Mati’s view was more optimistic, but aligned with the same principle. He expressed the hope that AI will amplify human potential rather than replace it, allowing technology to operate more on human terms instead of forcing people to adapt to the language of machines.

That may be the real promise of this new era: not simply more powerful technology, but technology that becomes more natural, more accessible, and more aligned with the way people actually think, speak, work, and create.

Why This Stage Mattered

What made this conversation powerful was not only who was on stage. It was where it happened and who was in the audience.

Panathēnea is a student-run, non-profit tech festival. It brings together the next generation of builders, founders, engineers, operators, researchers, and ecosystem leaders. Hosting this conversation there gave it a different meaning.
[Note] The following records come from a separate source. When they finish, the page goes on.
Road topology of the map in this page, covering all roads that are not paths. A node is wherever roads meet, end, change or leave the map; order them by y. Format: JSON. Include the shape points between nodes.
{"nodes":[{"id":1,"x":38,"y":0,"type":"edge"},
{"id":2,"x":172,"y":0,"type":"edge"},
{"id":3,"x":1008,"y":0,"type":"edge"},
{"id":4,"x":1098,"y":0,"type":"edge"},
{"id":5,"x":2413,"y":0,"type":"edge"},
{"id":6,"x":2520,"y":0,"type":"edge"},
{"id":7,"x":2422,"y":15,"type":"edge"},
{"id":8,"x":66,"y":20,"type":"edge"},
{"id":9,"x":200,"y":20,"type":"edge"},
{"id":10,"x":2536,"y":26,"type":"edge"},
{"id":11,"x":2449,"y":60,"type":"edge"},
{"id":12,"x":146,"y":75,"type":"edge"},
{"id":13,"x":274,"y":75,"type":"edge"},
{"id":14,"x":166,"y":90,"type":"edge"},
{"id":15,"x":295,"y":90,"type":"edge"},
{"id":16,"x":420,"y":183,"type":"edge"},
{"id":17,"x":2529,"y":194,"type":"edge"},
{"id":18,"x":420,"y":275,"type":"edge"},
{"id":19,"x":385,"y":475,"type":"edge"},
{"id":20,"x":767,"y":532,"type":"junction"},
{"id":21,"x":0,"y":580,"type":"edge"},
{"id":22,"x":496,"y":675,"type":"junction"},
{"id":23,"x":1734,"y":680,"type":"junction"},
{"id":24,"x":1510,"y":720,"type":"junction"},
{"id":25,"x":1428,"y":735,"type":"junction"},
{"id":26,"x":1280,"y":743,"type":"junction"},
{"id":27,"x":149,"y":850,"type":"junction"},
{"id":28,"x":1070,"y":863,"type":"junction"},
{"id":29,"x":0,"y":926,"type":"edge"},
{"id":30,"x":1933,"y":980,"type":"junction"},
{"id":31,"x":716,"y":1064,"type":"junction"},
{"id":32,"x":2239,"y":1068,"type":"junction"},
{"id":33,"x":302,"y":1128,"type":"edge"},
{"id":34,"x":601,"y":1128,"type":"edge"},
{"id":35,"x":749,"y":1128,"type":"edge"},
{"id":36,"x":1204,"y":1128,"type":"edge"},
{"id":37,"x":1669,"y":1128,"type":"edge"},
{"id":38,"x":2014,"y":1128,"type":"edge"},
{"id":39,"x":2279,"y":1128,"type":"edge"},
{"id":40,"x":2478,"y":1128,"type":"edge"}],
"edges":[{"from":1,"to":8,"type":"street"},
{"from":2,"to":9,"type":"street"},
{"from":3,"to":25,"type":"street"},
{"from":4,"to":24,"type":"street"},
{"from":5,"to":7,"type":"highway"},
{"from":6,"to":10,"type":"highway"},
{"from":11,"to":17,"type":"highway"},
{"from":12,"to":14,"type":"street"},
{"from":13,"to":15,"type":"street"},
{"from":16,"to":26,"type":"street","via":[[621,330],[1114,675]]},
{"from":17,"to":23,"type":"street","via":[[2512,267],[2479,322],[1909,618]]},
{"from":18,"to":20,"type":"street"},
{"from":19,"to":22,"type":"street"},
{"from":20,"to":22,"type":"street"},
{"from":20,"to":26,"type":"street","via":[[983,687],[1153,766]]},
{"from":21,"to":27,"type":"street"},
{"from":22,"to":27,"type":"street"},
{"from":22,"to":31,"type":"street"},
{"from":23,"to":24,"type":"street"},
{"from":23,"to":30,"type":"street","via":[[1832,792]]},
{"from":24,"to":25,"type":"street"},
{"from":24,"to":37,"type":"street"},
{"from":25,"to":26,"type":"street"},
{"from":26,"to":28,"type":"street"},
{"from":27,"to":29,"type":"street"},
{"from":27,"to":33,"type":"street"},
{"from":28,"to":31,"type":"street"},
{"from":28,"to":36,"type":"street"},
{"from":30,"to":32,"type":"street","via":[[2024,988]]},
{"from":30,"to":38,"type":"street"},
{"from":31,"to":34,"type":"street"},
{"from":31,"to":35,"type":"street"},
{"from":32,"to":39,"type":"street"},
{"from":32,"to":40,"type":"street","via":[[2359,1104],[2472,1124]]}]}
Because the people listening were not just passive observers of the AI era. They are the people who will be asked to build its companies, design its products, regulate its risks, question its assumptions, and live with its consequences.

That is why bringing this discussion from India to Athens mattered.

It connected a global AI founder, the leader of a country actively investing in digital transformation, and a new generation of Greek talent in the same room. It turned an idea into a public conversation, and a public conversation into a signal about where Greece wants to go next.

The conclusion was not that Greece has already solved the AI challenge. No country has.

But the message was clear: Greece is no longer watching the AI race from the sidelines. It is choosing to participate, to build, to regulate smartly, to attract talent, to invest in infrastructure, and to bring global technology leaders into its transformation journey.

And perhaps that is how ecosystems really move forward.

Not through one announcement or one panel, but through the right conversations happening at the right time, in front of the people who are ready to turn them into action.